| GOAL OF THE EXERCISE |
Show each line of the listing in which the word "Banaag" occurs.

Segment Start: INPUT DATA

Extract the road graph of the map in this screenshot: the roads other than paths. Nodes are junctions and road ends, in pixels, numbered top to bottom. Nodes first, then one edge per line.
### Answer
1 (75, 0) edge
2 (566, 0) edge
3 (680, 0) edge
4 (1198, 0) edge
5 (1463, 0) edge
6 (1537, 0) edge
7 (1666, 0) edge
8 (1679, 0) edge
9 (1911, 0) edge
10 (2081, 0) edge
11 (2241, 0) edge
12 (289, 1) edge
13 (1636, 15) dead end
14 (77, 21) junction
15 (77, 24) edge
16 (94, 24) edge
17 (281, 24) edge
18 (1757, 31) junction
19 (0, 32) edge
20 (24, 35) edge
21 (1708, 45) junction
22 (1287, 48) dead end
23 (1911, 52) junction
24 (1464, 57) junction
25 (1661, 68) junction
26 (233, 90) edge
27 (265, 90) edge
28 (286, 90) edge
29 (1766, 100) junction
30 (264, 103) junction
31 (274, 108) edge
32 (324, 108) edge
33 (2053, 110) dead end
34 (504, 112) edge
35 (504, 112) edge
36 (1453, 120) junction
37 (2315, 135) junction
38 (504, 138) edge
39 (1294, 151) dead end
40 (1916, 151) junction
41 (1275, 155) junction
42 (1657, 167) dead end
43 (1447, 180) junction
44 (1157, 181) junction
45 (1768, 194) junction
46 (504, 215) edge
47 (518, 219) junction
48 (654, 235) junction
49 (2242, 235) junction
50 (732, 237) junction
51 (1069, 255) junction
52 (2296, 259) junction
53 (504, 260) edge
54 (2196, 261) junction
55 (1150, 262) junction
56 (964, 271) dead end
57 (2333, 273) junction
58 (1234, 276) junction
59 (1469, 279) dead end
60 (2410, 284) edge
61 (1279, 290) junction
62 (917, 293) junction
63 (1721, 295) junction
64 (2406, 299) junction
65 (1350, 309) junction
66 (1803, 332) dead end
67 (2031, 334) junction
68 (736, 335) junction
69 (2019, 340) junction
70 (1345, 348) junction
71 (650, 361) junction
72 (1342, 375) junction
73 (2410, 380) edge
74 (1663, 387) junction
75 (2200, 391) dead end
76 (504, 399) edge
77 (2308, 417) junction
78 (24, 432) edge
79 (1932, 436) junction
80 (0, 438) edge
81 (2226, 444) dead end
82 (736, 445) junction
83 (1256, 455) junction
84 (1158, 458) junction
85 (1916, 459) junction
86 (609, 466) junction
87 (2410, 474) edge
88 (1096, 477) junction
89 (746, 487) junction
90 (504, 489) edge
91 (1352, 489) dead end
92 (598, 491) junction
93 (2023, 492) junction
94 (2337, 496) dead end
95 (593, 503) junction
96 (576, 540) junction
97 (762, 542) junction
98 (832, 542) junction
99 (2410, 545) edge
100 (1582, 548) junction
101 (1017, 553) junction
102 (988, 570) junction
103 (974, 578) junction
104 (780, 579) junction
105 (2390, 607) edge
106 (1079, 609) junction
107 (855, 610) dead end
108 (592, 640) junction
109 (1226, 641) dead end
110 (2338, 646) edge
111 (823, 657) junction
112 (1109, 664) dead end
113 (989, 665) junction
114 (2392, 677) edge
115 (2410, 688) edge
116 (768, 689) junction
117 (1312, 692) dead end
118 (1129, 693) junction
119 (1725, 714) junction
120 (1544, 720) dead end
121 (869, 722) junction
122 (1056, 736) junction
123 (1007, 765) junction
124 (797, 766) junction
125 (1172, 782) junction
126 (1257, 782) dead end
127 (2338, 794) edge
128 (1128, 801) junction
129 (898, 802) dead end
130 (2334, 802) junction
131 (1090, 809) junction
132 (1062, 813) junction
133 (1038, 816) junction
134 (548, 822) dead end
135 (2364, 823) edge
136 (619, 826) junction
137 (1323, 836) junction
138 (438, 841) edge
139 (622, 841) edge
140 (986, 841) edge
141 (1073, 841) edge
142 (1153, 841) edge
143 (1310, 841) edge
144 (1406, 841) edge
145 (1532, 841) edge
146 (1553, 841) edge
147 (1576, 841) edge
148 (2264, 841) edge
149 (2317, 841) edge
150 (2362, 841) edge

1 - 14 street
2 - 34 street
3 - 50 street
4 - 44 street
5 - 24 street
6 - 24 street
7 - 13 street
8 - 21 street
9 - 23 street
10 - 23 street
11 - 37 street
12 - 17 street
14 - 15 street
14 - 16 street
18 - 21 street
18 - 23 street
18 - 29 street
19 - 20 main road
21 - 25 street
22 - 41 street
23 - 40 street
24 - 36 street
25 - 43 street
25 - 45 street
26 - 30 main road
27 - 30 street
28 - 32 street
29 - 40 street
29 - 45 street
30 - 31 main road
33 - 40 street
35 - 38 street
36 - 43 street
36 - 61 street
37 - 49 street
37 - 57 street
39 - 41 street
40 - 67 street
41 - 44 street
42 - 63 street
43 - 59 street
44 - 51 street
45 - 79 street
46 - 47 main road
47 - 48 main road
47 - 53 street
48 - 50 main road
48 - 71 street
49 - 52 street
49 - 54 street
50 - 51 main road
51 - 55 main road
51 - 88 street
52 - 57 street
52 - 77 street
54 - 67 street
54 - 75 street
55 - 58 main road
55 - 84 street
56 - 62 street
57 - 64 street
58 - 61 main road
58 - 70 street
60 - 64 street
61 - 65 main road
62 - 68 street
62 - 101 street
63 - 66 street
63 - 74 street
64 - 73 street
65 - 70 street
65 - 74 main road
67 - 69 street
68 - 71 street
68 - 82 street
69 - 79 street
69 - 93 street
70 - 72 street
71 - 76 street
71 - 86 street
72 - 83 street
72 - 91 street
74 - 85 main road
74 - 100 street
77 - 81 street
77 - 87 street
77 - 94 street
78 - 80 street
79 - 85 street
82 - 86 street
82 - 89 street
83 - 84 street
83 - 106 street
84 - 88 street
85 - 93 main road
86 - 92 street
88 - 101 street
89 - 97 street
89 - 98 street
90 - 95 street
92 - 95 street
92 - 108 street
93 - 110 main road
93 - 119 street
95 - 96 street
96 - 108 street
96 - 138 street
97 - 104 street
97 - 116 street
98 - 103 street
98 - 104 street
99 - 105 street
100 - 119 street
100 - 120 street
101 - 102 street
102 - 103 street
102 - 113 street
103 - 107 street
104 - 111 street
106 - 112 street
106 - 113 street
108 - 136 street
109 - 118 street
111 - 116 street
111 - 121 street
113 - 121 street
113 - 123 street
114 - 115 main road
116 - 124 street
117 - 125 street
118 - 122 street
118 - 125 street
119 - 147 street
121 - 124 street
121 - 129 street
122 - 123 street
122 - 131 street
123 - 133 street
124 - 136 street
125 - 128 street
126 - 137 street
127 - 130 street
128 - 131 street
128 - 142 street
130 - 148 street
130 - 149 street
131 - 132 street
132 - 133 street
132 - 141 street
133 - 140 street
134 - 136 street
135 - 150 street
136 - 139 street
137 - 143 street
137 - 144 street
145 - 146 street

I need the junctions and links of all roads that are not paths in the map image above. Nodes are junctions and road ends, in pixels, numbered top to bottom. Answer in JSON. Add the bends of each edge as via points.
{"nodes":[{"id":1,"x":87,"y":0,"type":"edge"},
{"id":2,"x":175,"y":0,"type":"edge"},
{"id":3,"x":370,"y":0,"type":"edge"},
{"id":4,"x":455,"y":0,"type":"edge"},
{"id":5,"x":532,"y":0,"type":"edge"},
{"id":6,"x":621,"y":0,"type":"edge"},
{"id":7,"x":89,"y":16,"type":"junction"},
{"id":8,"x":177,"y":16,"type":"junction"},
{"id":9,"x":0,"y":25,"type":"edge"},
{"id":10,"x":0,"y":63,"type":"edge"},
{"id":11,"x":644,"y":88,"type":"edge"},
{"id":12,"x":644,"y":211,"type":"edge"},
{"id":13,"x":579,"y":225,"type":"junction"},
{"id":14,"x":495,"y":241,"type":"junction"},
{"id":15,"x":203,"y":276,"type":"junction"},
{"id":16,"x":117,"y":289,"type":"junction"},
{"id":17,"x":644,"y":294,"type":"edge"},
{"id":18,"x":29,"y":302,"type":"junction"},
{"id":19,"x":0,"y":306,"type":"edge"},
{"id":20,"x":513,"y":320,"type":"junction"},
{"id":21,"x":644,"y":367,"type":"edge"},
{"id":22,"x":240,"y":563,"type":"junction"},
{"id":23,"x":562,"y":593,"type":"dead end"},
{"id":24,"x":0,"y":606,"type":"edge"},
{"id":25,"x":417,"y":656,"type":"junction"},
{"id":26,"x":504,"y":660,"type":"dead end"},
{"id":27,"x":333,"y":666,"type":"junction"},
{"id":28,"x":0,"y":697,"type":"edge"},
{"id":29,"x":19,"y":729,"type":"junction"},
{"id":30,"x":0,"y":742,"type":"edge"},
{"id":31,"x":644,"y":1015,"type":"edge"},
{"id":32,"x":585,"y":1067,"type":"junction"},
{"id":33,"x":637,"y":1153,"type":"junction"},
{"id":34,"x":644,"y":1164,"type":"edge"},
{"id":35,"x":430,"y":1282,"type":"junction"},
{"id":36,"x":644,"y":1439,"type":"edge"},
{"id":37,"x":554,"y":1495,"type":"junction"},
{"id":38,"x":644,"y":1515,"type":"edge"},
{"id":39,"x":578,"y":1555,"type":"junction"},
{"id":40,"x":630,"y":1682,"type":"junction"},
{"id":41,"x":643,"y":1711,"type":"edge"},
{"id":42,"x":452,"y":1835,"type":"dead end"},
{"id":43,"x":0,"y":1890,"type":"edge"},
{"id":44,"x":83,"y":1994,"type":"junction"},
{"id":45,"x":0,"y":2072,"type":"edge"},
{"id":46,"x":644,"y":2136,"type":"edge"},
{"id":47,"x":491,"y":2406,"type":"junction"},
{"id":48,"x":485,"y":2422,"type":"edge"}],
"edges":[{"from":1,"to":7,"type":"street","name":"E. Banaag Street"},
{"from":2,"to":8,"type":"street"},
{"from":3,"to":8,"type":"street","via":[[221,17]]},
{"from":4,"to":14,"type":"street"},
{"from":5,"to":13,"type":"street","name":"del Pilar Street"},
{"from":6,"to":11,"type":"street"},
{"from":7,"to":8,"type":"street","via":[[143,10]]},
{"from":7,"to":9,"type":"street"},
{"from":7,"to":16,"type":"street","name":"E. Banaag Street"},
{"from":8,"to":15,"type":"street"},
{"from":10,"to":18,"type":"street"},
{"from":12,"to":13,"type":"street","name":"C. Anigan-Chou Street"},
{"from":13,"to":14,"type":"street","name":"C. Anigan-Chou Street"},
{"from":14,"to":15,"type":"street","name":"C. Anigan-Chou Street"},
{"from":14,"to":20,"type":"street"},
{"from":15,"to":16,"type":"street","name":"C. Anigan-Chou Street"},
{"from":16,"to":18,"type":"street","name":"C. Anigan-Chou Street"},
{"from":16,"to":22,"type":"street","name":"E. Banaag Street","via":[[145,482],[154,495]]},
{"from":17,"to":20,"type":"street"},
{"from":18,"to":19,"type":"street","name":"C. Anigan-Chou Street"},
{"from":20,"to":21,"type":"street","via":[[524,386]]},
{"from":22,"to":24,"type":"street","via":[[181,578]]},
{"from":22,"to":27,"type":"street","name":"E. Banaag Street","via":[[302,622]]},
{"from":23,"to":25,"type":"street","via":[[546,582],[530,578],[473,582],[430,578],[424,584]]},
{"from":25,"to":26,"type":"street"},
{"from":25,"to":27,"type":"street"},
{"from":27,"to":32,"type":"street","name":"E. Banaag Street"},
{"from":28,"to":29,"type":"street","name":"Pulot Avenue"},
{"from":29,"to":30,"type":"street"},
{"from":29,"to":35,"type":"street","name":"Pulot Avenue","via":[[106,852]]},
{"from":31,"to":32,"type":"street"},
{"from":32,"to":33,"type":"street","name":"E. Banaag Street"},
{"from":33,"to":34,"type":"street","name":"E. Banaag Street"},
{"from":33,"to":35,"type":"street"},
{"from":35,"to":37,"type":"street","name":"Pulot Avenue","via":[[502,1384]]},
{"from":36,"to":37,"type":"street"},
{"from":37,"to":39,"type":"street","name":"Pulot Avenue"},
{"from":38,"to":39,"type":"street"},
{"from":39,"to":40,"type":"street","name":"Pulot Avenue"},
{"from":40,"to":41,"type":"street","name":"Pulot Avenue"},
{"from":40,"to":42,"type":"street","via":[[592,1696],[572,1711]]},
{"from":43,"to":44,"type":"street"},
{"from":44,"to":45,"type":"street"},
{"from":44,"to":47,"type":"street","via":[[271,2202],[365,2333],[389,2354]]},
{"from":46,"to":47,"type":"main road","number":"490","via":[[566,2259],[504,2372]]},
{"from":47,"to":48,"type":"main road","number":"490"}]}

Segment End: INPUT DATA

| SOLUTION TO THIS TASK |
"edges":[{"from":1,"to":7,"type":"street","name":"E. Banaag Street"},
{"from":7,"to":16,"type":"street","name":"E. Banaag Street"},
{"from":16,"to":22,"type":"street","name":"E. Banaag Street","via":[[145,482],[154,495]]},
{"from":22,"to":27,"type":"street","name":"E. Banaag Street","via":[[302,622]]},
{"from":27,"to":32,"type":"street","name":"E. Banaag Street"},
{"from":32,"to":33,"type":"street","name":"E. Banaag Street"},
{"from":33,"to":34,"type":"street","name":"E. Banaag Street"},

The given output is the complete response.